Sorted dynamic tables

This section describes the structure of sorted dynamic tables and the actions that can be performed with these tables.

Data model

Each sorted dynamic table is a set of rows ordered by key. As with static tables, the key can be composite: it can consist of several columns. Unlike static tables, the key in a sorted dynamic table is unique.

Sorted dynamic tables must be strictly schematic: all column names and types must be specified in the schema in advance.

Supported operations

Creating

To create a sorted dynamic table, run the create table command and specify the schema and dynamic=True setting in the attributes.
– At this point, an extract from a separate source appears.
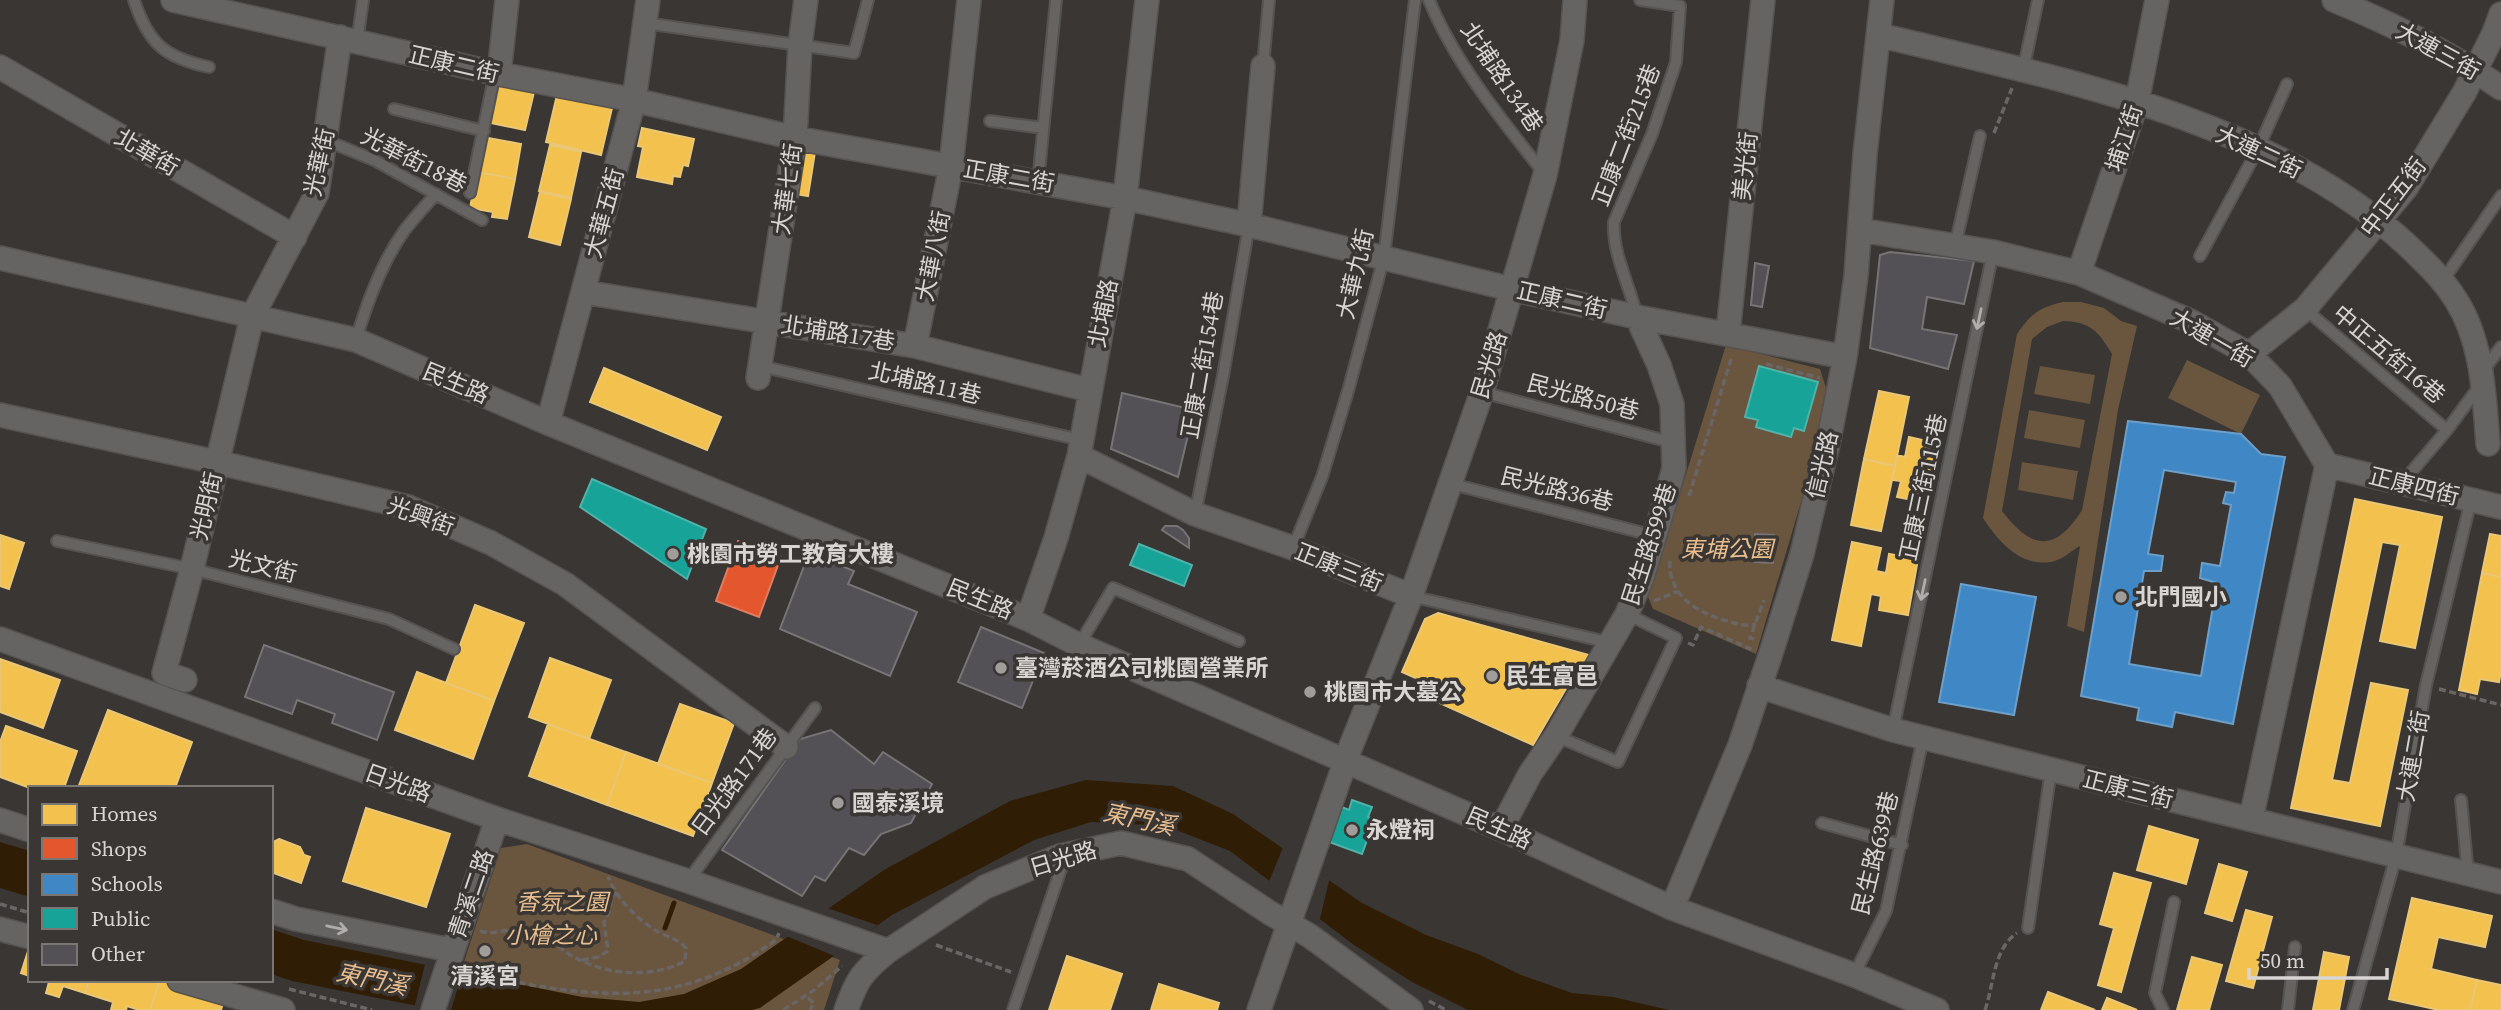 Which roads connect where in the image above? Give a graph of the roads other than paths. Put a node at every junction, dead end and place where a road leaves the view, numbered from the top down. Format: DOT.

The schema must match the sorted table.

CLI

yt create table //path/to/table --attributes \
'{dynamic=%true;schema=[{name=key;type=string;sort_order=ascending}; {name=value;type=string}]}'

Attention!

You must specify at least one key column in the table schema. If this is not done, the table will be successfully created, but it will ordered rather than sorted. Most types of select queries will work for the table. But all such queries will come down to a full scan of the data.

Changing a table schema and type

You can change the schema of an existing dynamic table using the alter-table command. For the command to be successful, the table must be mounted and the new schema must be compatible with the old one. There are no changes to the data written to the disk, because the old data is suitable for the new schema.

Use alter-table to convert a dynamic table into a static table. For more information, see MapReduce for dynamic tables.

Reading rows

The client can read rows by a given key using the lookup method. To do this, you need to specify the table name, a timestamp defining the slice of data to be read (<= t), and the names of the columns that interest you. This is a point query: it requires all key components to be specified. There is a type of API call that allows multiple rows to be read in a single query by different keys.

Reads within an atomic transaction will use the transaction start timestamp. You can also indicate a specific numeric value. For example, approximately matching the physical moment in time, as well as one of two special values:

  • sync_last_committed: Read the latest version guaranteed to contain all changes made to already committed transactions.
  • async_last_committed: Read the latest version if possible, but returning data with an unspecified, small delay (typically tens of milliseconds) is allowed.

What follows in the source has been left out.